-- Recorded information follows --
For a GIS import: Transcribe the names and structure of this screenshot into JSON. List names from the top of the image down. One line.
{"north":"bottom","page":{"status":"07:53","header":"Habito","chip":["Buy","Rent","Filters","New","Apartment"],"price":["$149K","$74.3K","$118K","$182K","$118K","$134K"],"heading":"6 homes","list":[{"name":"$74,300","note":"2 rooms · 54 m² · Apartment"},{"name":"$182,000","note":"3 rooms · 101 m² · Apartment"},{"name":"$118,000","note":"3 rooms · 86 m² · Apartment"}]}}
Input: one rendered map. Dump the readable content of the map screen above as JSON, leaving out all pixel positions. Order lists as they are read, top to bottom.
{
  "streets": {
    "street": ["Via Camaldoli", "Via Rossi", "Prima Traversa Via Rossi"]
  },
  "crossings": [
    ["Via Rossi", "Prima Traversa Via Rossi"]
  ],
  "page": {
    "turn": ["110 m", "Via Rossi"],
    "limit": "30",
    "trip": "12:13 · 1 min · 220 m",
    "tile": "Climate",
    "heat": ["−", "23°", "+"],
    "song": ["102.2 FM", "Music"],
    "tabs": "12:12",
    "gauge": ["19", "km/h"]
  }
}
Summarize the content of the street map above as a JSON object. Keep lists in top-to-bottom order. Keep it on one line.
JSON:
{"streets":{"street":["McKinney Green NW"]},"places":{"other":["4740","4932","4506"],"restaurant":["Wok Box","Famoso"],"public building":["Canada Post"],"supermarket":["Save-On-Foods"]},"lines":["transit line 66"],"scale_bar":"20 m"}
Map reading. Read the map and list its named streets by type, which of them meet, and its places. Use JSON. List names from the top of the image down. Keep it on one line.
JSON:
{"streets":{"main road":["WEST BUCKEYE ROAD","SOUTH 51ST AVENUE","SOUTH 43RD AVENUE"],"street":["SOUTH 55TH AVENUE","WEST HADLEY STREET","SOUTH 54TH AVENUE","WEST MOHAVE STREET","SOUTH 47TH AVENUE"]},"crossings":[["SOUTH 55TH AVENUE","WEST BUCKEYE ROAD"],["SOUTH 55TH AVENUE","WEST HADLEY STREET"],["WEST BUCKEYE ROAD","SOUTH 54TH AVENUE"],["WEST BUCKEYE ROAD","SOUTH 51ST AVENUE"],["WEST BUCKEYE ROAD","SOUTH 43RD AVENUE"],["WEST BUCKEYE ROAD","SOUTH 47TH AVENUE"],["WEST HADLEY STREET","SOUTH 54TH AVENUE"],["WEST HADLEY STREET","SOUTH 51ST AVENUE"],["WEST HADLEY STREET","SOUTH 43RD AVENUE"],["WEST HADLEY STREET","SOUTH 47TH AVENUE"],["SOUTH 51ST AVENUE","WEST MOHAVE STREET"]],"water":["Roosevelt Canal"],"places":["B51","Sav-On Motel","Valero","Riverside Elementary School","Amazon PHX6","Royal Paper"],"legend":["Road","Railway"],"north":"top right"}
-- Recorded information concluded --
* **Task description**: The answer must be all of the entries, restated exactly.

* **Answer for this exercise**:
For a GIS import: Transcribe the names and structure of this screenshot into JSON. List names from the top of the image down. One line.
{"north":"bottom","page":{"status":"07:53","header":"Habito","chip":["Buy","Rent","Filters","New","Apartment"],"price":["$149K","$74.3K","$118K","$182K","$118K","$134K"],"heading":"6 homes","list":[{"name":"$74,300","note":"2 rooms · 54 m² · Apartment"},{"name":"$182,000","note":"3 rooms · 101 m² · Apartment"},{"name":"$118,000","note":"3 rooms · 86 m² · Apartment"}]}}
Input: one rendered map. Dump the readable content of the map screen above as JSON, leaving out all pixel positions. Order lists as they are read, top to bottom.
{
  "streets": {
    "street": ["Via Camaldoli", "Via Rossi", "Prima Traversa Via Rossi"]
  },
  "crossings": [
    ["Via Rossi", "Prima Traversa Via Rossi"]
  ],
  "page": {
    "turn": ["110 m", "Via Rossi"],
    "limit": "30",
    "trip": "12:13 · 1 min · 220 m",
    "tile": "Climate",
    "heat": ["−", "23°", "+"],
    "song": ["102.2 FM", "Music"],
    "tabs": "12:12",
    "gauge": ["19", "km/h"]
  }
}
Summarize the content of the street map above as a JSON object. Keep lists in top-to-bottom order. Keep it on one line.
JSON:
{"streets":{"street":["McKinney Green NW"]},"places":{"other":["4740","4932","4506"],"restaurant":["Wok Box","Famoso"],"public building":["Canada Post"],"supermarket":["Save-On-Foods"]},"lines":["transit line 66"],"scale_bar":"20 m"}
Map reading. Read the map and list its named streets by type, which of them meet, and its places. Use JSON. List names from the top of the image down. Keep it on one line.
JSON:
{"streets":{"main road":["WEST BUCKEYE ROAD","SOUTH 51ST AVENUE","SOUTH 43RD AVENUE"],"street":["SOUTH 55TH AVENUE","WEST HADLEY STREET","SOUTH 54TH AVENUE","WEST MOHAVE STREET","SOUTH 47TH AVENUE"]},"crossings":[["SOUTH 55TH AVENUE","WEST BUCKEYE ROAD"],["SOUTH 55TH AVENUE","WEST HADLEY STREET"],["WEST BUCKEYE ROAD","SOUTH 54TH AVENUE"],["WEST BUCKEYE ROAD","SOUTH 51ST AVENUE"],["WEST BUCKEYE ROAD","SOUTH 43RD AVENUE"],["WEST BUCKEYE ROAD","SOUTH 47TH AVENUE"],["WEST HADLEY STREET","SOUTH 54TH AVENUE"],["WEST HADLEY STREET","SOUTH 51ST AVENUE"],["WEST HADLEY STREET","SOUTH 43RD AVENUE"],["WEST HADLEY STREET","SOUTH 47TH AVENUE"],["SOUTH 51ST AVENUE","WEST MOHAVE STREET"]],"water":["Roosevelt Canal"],"places":["B51","Sav-On Motel","Valero","Riverside Elementary School","Amazon PHX6","Royal Paper"],"legend":["Road","Railway"],"north":"top right"}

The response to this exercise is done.